------ Material to process ------

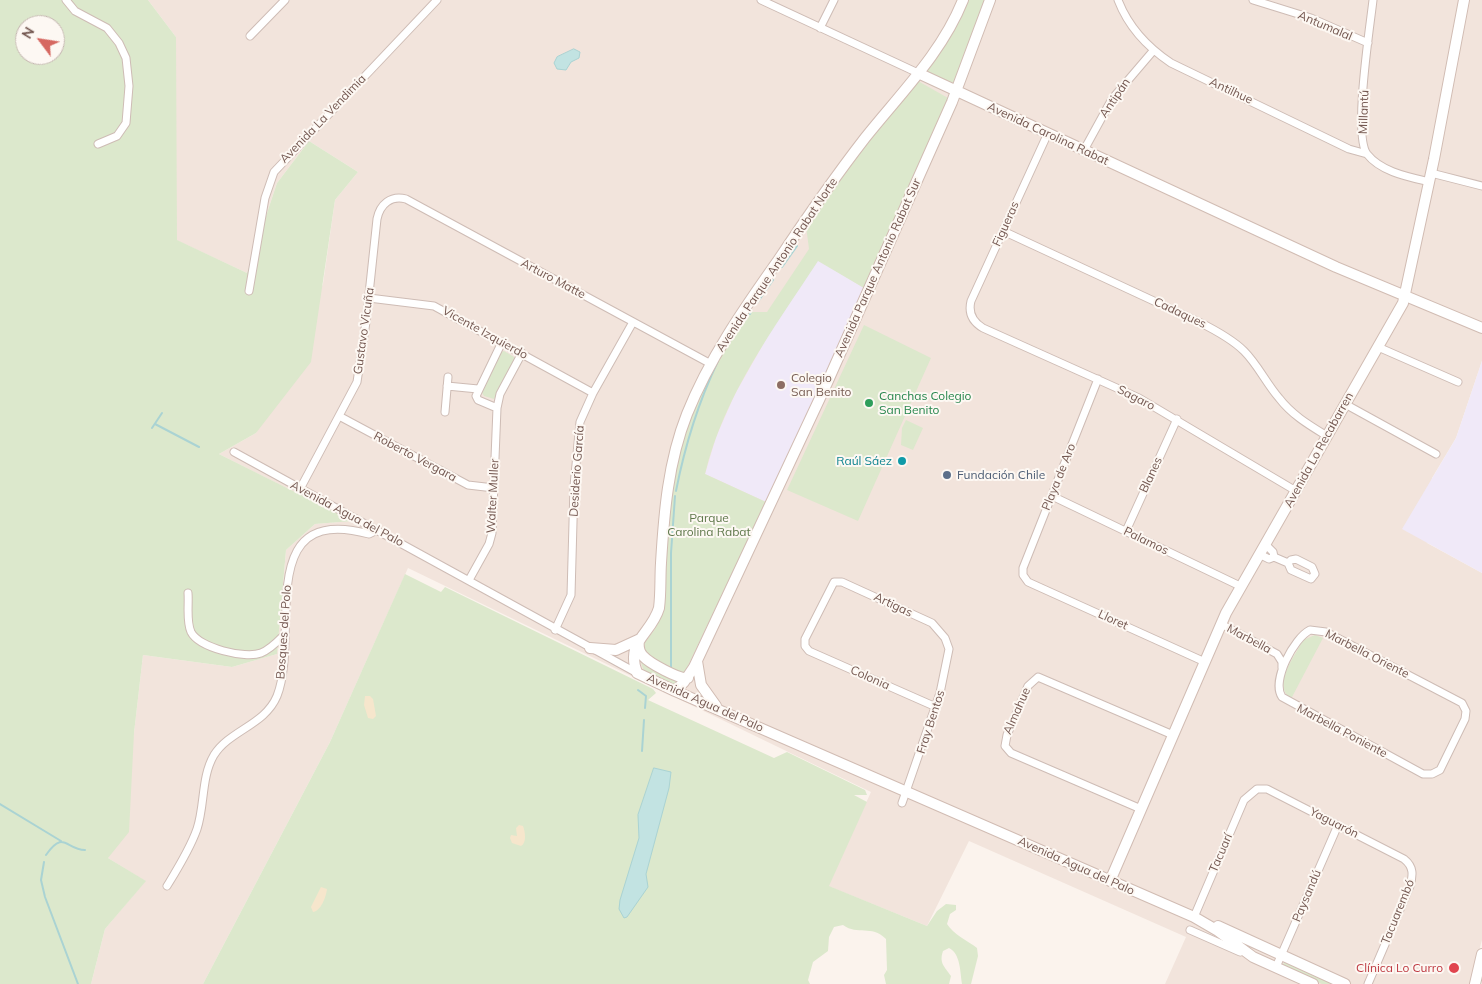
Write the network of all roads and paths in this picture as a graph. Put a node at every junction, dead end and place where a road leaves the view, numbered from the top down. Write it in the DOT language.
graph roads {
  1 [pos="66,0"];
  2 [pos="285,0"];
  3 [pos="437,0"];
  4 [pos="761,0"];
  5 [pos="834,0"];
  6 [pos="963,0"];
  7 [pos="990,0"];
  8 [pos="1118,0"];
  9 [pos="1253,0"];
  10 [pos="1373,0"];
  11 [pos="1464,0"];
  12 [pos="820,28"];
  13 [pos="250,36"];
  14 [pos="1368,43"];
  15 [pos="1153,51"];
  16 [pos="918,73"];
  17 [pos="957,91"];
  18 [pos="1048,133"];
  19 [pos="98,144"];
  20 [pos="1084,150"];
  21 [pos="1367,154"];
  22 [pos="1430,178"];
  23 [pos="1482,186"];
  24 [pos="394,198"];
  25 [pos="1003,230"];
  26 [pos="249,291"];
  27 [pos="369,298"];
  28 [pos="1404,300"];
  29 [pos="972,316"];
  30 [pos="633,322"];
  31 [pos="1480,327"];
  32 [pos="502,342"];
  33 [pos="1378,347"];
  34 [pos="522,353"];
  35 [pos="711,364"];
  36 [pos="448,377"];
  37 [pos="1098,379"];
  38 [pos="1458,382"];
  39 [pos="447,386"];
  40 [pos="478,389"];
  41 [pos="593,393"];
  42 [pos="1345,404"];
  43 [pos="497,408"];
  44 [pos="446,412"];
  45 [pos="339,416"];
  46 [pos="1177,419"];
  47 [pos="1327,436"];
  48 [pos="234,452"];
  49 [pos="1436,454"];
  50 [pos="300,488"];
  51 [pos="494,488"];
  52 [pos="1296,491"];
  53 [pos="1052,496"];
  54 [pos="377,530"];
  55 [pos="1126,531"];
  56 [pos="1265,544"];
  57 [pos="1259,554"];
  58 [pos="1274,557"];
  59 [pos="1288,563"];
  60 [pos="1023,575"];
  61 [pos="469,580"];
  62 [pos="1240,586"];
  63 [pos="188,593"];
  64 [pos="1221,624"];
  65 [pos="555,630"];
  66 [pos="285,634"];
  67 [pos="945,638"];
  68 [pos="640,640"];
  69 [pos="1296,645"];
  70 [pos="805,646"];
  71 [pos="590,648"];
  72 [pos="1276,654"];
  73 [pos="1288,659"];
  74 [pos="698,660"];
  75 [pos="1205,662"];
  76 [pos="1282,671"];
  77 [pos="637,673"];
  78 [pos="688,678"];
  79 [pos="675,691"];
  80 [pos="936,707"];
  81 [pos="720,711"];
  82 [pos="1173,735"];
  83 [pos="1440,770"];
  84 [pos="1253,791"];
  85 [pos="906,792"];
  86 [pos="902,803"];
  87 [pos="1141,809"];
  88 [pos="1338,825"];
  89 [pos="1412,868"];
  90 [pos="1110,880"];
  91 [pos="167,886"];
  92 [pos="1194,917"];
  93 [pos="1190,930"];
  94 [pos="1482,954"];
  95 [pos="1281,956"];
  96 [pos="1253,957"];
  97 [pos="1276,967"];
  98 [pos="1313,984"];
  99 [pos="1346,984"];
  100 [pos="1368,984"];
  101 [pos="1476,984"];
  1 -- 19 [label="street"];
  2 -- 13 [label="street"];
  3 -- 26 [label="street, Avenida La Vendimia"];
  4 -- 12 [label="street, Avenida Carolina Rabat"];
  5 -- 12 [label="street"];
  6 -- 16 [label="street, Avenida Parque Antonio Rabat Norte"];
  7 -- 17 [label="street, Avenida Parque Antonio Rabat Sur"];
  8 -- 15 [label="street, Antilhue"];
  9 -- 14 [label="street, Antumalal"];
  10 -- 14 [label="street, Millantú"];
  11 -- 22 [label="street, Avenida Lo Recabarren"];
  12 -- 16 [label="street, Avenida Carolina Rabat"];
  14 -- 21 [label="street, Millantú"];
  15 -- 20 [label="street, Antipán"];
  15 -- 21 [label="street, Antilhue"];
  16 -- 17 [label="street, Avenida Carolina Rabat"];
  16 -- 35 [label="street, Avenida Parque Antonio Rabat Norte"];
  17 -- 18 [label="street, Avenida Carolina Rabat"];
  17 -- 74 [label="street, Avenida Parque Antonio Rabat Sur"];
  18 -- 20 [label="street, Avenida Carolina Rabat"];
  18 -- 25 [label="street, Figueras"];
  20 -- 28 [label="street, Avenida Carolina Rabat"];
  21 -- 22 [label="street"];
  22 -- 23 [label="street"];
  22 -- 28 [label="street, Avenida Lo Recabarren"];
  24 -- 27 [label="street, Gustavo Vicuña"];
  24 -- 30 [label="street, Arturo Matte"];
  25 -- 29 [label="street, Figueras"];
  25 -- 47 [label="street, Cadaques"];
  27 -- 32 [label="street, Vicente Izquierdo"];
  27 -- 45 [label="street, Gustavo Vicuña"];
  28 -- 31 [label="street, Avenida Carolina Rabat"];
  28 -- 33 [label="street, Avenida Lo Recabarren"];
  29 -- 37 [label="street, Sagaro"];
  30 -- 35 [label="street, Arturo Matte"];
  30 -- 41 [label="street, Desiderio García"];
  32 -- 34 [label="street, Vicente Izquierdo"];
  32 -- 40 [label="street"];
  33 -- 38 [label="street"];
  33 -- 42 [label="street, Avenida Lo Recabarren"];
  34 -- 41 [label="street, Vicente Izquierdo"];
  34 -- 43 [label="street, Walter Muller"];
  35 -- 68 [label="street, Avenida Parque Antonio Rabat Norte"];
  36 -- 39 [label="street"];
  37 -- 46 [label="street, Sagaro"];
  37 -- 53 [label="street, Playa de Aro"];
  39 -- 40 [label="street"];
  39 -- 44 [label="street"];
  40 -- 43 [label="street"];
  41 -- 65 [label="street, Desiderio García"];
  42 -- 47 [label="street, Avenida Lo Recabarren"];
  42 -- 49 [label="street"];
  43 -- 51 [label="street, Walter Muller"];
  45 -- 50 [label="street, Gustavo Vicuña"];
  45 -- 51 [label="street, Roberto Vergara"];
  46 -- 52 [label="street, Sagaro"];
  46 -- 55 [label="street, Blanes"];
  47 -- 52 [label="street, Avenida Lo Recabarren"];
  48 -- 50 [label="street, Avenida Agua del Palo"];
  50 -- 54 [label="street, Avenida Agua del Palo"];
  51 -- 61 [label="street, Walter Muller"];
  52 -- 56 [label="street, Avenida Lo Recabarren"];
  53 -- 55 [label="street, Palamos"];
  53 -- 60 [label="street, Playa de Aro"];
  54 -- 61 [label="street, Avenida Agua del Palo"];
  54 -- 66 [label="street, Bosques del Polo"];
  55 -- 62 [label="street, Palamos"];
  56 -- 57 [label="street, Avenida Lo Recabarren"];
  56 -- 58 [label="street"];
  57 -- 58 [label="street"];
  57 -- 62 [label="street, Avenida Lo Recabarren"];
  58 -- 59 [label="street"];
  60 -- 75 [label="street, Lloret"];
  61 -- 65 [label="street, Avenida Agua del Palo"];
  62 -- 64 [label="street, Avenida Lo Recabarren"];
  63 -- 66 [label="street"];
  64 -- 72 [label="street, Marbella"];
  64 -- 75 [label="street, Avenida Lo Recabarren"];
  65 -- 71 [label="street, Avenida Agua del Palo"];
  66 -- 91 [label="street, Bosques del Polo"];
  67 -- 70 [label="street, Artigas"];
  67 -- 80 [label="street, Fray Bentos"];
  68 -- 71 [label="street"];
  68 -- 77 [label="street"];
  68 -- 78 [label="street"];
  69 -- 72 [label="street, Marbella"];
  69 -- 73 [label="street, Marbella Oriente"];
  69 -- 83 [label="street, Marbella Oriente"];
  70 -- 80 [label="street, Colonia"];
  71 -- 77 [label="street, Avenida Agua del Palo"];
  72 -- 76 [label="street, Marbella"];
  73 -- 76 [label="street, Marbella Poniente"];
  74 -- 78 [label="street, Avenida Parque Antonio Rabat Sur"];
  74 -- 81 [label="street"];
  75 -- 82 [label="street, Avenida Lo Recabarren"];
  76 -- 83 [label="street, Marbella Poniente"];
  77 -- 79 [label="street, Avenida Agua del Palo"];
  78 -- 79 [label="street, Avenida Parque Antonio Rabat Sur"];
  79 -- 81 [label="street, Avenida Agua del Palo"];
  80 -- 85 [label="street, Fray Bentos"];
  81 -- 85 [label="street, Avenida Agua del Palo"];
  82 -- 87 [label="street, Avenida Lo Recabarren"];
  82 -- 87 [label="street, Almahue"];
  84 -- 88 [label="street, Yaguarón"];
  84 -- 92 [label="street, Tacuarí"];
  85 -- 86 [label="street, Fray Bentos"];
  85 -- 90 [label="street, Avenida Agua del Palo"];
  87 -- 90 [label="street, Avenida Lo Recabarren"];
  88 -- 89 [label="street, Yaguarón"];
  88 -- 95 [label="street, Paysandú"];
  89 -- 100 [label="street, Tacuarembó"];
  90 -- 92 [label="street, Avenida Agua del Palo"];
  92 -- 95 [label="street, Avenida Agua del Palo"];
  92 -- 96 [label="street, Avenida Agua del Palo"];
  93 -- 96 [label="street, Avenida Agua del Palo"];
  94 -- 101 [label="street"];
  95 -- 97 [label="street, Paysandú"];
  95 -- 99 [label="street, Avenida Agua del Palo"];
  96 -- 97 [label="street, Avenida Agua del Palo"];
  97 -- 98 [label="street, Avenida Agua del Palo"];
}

------
------ Material to process ------

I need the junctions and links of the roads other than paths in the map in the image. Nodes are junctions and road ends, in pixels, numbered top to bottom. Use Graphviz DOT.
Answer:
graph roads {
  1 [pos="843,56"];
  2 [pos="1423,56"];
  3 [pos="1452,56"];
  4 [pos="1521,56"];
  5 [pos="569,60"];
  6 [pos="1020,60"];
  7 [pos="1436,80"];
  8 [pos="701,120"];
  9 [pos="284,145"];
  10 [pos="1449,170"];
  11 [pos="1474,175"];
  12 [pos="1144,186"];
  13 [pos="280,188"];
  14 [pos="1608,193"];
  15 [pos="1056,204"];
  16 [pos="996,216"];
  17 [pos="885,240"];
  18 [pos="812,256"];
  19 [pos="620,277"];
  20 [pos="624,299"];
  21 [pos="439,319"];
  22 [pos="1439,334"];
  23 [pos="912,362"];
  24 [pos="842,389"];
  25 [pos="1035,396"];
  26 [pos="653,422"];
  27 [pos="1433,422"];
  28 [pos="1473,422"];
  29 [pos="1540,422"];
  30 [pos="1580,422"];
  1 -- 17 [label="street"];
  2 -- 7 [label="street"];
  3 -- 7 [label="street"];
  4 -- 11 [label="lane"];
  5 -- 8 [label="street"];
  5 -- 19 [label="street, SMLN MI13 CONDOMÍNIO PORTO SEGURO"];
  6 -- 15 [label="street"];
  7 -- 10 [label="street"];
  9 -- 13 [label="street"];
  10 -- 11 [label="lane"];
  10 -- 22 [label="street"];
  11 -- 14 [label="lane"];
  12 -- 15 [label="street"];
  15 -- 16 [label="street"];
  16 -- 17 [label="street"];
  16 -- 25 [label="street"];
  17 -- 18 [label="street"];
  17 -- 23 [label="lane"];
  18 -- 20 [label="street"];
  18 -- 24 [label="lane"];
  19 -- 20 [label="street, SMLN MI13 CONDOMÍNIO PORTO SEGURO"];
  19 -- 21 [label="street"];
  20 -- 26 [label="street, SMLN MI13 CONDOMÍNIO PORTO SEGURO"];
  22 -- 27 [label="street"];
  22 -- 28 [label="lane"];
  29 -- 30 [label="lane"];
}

------
------ Material to process ------

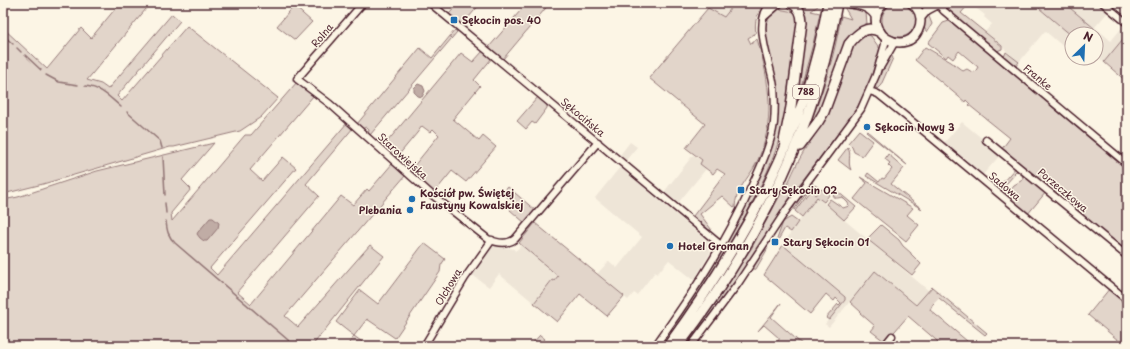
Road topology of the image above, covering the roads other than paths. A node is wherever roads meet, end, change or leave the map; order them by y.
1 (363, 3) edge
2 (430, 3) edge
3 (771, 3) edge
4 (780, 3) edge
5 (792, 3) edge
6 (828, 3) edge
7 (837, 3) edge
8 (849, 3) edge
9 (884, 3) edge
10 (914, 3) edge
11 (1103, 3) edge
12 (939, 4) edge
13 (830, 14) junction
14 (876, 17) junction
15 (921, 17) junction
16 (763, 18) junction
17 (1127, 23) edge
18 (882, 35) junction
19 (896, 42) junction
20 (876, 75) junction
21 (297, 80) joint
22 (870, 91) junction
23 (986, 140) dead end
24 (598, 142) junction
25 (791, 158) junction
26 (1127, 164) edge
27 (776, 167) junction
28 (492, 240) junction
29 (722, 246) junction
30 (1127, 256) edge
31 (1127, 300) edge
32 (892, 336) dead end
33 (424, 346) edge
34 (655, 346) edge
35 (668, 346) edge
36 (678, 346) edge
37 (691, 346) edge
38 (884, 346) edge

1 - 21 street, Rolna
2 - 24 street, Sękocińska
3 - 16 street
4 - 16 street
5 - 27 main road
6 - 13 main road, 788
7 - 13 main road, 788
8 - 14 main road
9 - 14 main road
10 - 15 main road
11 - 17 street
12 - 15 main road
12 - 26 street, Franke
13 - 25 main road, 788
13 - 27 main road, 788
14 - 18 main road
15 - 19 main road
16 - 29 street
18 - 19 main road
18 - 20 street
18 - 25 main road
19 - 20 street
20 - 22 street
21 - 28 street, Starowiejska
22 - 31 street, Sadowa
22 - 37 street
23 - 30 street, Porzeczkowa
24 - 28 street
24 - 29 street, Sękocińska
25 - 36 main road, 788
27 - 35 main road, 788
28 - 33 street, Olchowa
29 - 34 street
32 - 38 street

------

Copy each line of the material where "Desiderio" is found.

  30 -- 41 [label="street, Desiderio García"];
  41 -- 65 [label="street, Desiderio García"];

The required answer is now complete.